Dataset »
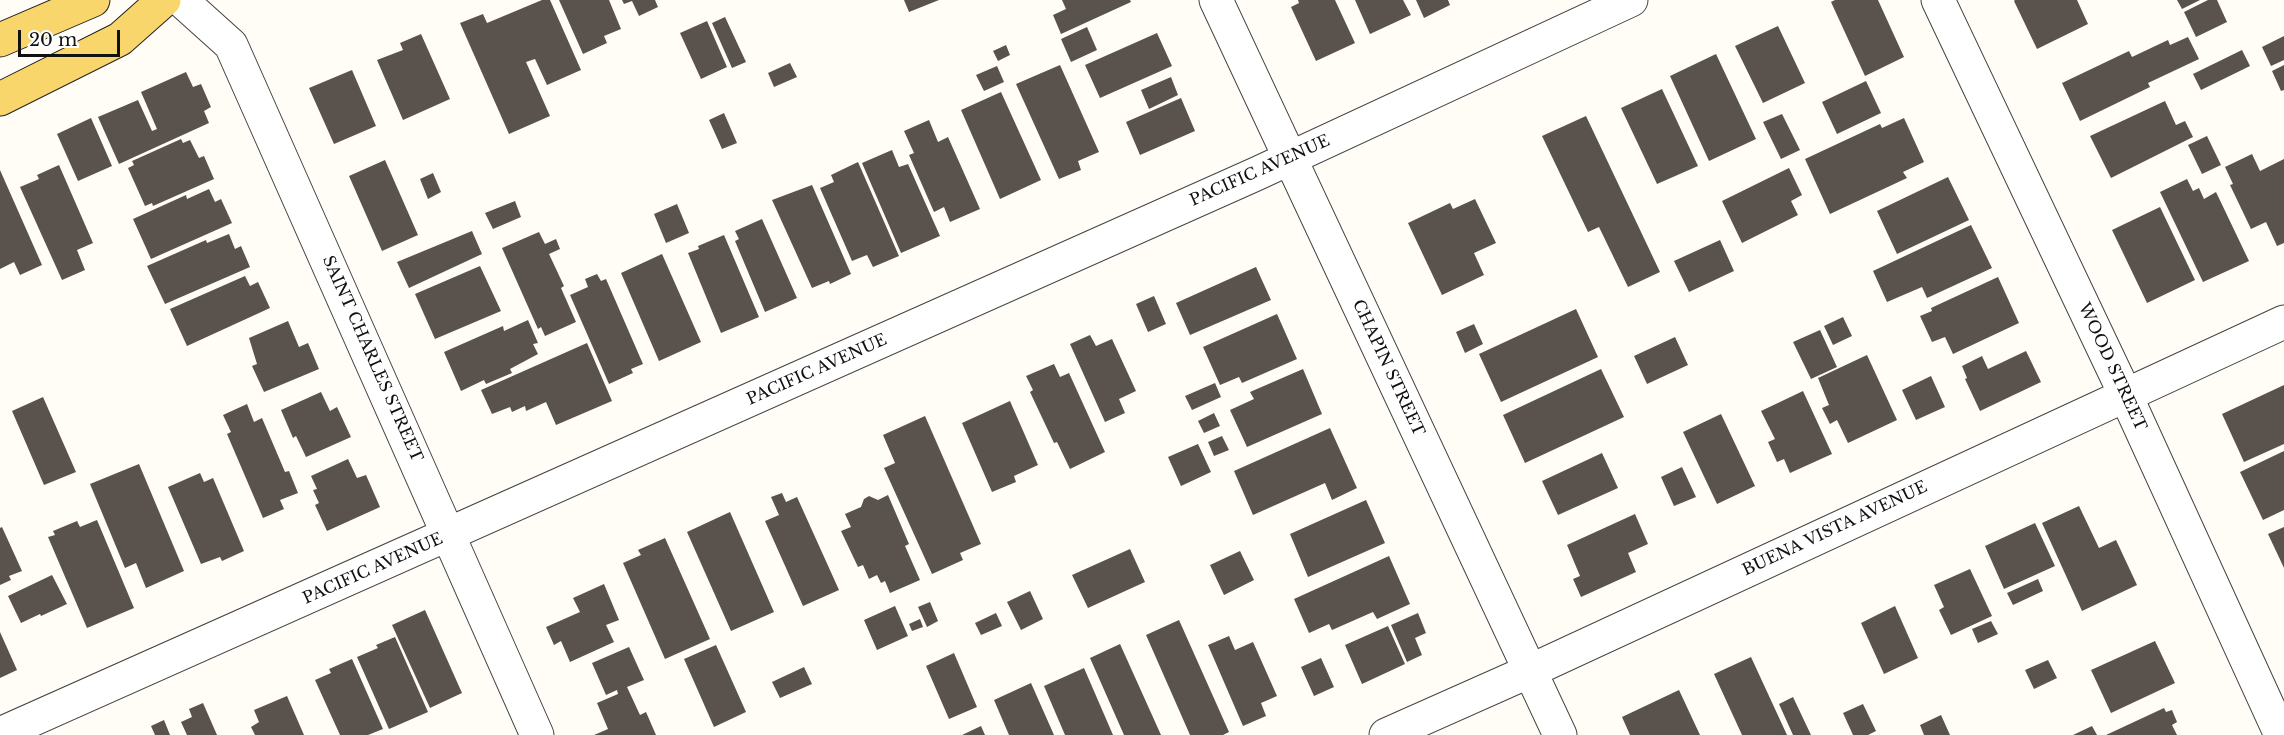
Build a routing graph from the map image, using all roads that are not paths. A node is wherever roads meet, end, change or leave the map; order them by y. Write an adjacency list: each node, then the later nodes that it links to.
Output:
1 (93, 0): 7 (main road)
2 (164, 0): 8 (main road)
3 (181, 0): 12 (street, SAINT CHARLES STREET)
4 (1216, 0): 9 (street, CHAPIN STREET)
5 (1631, 0): 9 (street, PACIFIC AVENUE)
6 (1938, 0): 11 (street, WOOD STREET)
7 (0, 40)
8 (0, 99)
9 (1290, 159): 12 (street, PACIFIC AVENUE); 13 (street, CHAPIN STREET)
10 (2284, 322): 11 (street, BUENA VISTA AVENUE)
11 (2126, 396): 13 (street, BUENA VISTA AVENUE); 18 (street, WOOD STREET)
12 (450, 535): 14 (street, PACIFIC AVENUE); 15 (street, SAINT CHARLES STREET)
13 (1530, 671): 16 (street, BUENA VISTA AVENUE); 17 (street, CHAPIN STREET)
14 (0, 734)
15 (537, 735)
16 (1386, 735)
17 (1560, 735)
18 (2281, 735)

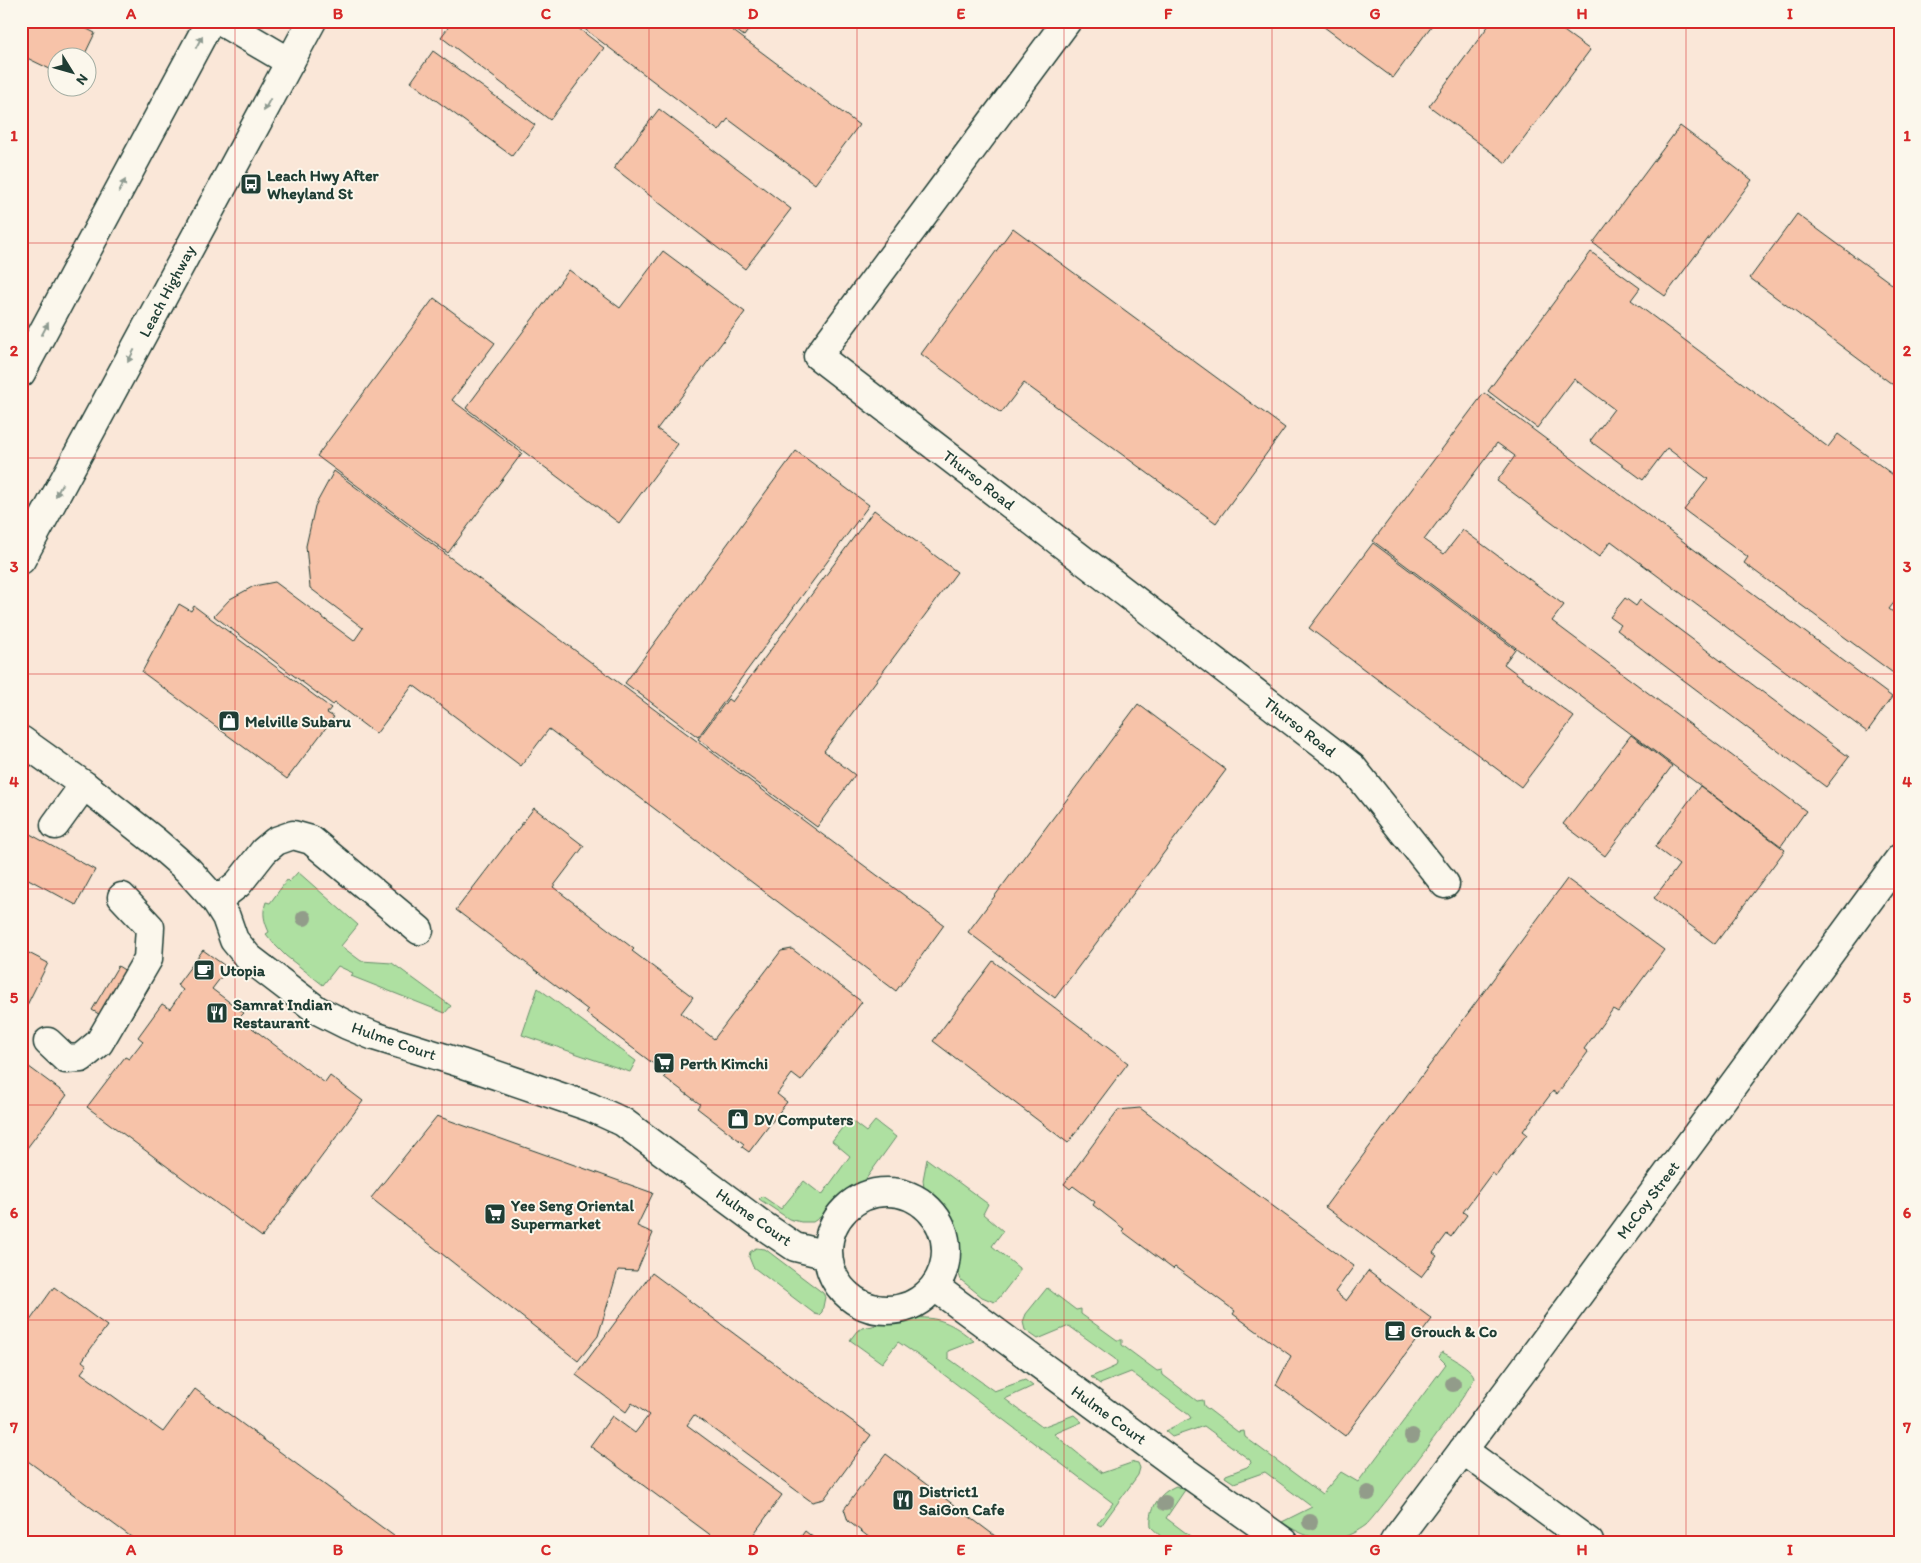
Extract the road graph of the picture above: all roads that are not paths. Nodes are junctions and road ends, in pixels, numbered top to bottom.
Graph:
1 (210, 21) edge
2 (220, 21) edge
3 (312, 21) edge
4 (1068, 21) edge
5 (290, 62) junction
6 (21, 373) edge
7 (21, 560) edge
8 (21, 740) edge
9 (84, 785) junction
10 (55, 825) dead end
11 (1900, 858) edge
12 (1446, 884) dead end
13 (122, 897) dead end
14 (216, 901) junction
15 (418, 930) dead end
16 (48, 1042) dead end
17 (828, 1255) junction
18 (935, 1287) junction
19 (1463, 1450) junction
20 (1284, 1542) edge
21 (1394, 1542) edge
22 (1589, 1542) edge

6 -> 1 main road
2 - 5 main road
3 - 5 main road, Leach Highway
4 - 12 main road, Thurso Road
5 -> 7 main road, Leach Highway
8 - 9 main road, Hulme Court
9 - 10 main road
9 - 14 main road, Hulme Court
11 - 19 main road, McCoy Street
13 - 16 main road
14 - 15 main road
14 - 17 main road, Hulme Court
17 - 18 main road
17 - 18 main road
18 - 20 main road, Hulme Court
19 - 21 main road, McCoy Street
19 - 22 main road

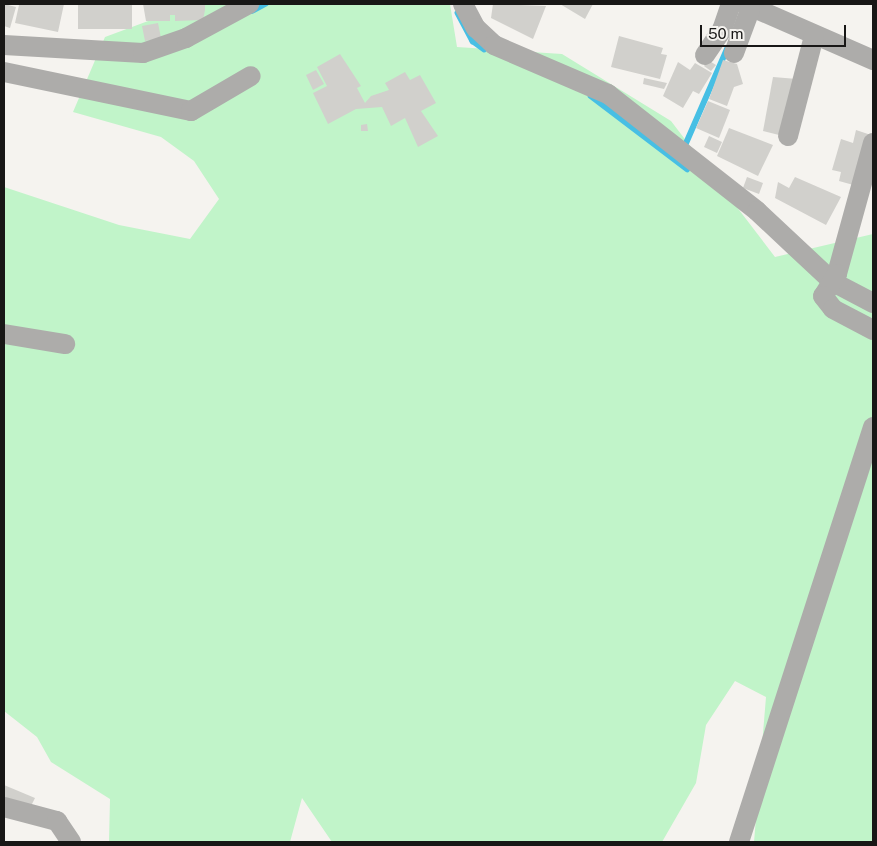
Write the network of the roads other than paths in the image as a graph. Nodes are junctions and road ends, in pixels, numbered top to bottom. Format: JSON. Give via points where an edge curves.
{"nodes":[{"id":1,"x":249,"y":4,"type":"edge"},
{"id":2,"x":463,"y":4,"type":"edge"},
{"id":3,"x":731,"y":4,"type":"edge"},
{"id":4,"x":748,"y":7,"type":"edge"},
{"id":5,"x":814,"y":36,"type":"junction"},
{"id":6,"x":4,"y":45,"type":"edge"},
{"id":7,"x":734,"y":53,"type":"dead end"},
{"id":8,"x":705,"y":55,"type":"dead end"},
{"id":9,"x":873,"y":60,"type":"edge"},
{"id":10,"x":4,"y":72,"type":"edge"},
{"id":11,"x":251,"y":76,"type":"dead end"},
{"id":12,"x":788,"y":136,"type":"dead end"},
{"id":13,"x":873,"y":144,"type":"edge"},
{"id":14,"x":833,"y":282,"type":"junction"},
{"id":15,"x":873,"y":303,"type":"edge"},
{"id":16,"x":873,"y":330,"type":"edge"},
{"id":17,"x":4,"y":334,"type":"edge"},
{"id":18,"x":66,"y":344,"type":"dead end"},
{"id":19,"x":873,"y":427,"type":"edge"},
{"id":20,"x":4,"y":807,"type":"edge"},
{"id":21,"x":71,"y":842,"type":"edge"},
{"id":22,"x":739,"y":842,"type":"edge"}],
"edges":[{"from":1,"to":6,"type":"street","via":[[186,38],[143,53]]},
{"from":2,"to":14,"type":"street","via":[[476,28],[494,45],[608,94],[757,211]]},
{"from":3,"to":8,"type":"street","via":[[722,30]]},
{"from":4,"to":5,"type":"street"},
{"from":4,"to":7,"type":"street"},
{"from":5,"to":9,"type":"street"},
{"from":5,"to":12,"type":"street"},
{"from":10,"to":11,"type":"street","via":[[191,112]]},
{"from":13,"to":14,"type":"street"},
{"from":14,"to":15,"type":"street"},
{"from":14,"to":16,"type":"street","via":[[823,296],[826,301]]},
{"from":17,"to":18,"type":"street"},
{"from":19,"to":22,"type":"street"},
{"from":20,"to":21,"type":"street","via":[[57,821]]}]}
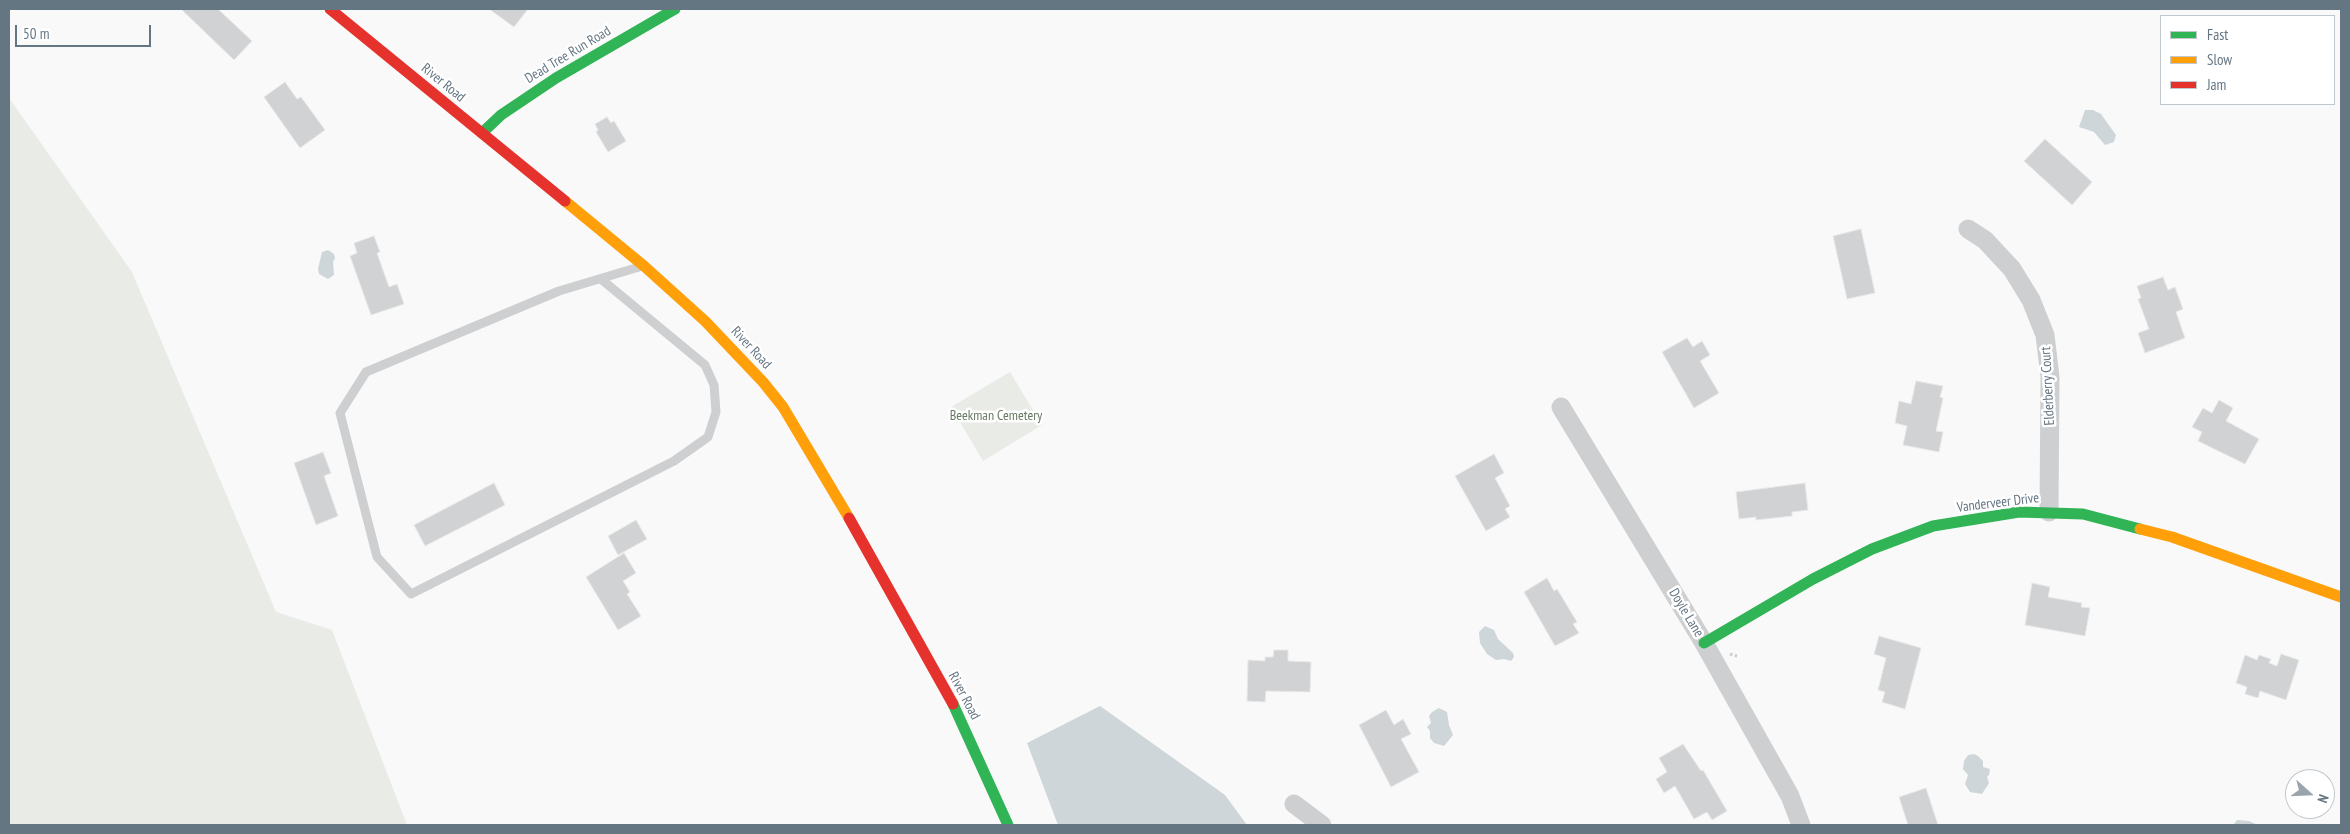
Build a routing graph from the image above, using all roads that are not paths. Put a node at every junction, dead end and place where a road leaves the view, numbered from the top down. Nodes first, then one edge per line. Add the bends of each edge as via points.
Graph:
1 (330, 9) edge
2 (675, 9) edge
3 (482, 133) junction
4 (1968, 229) dead end
5 (644, 266) junction
6 (601, 279) junction
7 (1561, 407) dead end
8 (2049, 512) junction
9 (2341, 597) edge
10 (1704, 643) junction
11 (1294, 804) dead end
12 (1008, 825) edge
13 (1322, 825) edge
14 (1801, 825) edge

1 - 3 main road, River Road
2 - 3 main road, Dead Tree Run Road via 556,78 501,115
3 - 5 main road, River Road
4 - 8 street, Elderberry Court via 1985,240 2012,269 2031,300 2045,334 2050,377
5 - 6 lane
5 - 12 main road, River Road via 705,321 783,407 828,479 961,719
6 - 6 lane via 559,291 366,372 340,413 377,557 412,594 674,461 708,437 716,412 714,386 705,365
7 - 10 street, Doyle Lane
8 - 9 main road, Vanderveer Drive via 2083,514 2172,537
8 - 10 main road, Vanderveer Drive via 2019,512 1933,526 1898,539 1813,580
10 - 14 street, Doyle Lane via 1790,796
11 - 13 street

Work instructions » Copy exactly, word for word, the line with "Build a routing graph from the image" through the final line of the listing.

Written reply »
Build a routing graph from the image above, using all roads that are not paths. Put a node at every junction, dead end and place where a road leaves the view, numbered from the top down. Nodes first, then one edge per line. Add the bends of each edge as via points.
Graph:
1 (330, 9) edge
2 (675, 9) edge
3 (482, 133) junction
4 (1968, 229) dead end
5 (644, 266) junction
6 (601, 279) junction
7 (1561, 407) dead end
8 (2049, 512) junction
9 (2341, 597) edge
10 (1704, 643) junction
11 (1294, 804) dead end
12 (1008, 825) edge
13 (1322, 825) edge
14 (1801, 825) edge

1 - 3 main road, River Road
2 - 3 main road, Dead Tree Run Road via 556,78 501,115
3 - 5 main road, River Road
4 - 8 street, Elderberry Court via 1985,240 2012,269 2031,300 2045,334 2050,377
5 - 6 lane
5 - 12 main road, River Road via 705,321 783,407 828,479 961,719
6 - 6 lane via 559,291 366,372 340,413 377,557 412,594 674,461 708,437 716,412 714,386 705,365
7 - 10 street, Doyle Lane
8 - 9 main road, Vanderveer Drive via 2083,514 2172,537
8 - 10 main road, Vanderveer Drive via 2019,512 1933,526 1898,539 1813,580
10 - 14 street, Doyle Lane via 1790,796
11 - 13 street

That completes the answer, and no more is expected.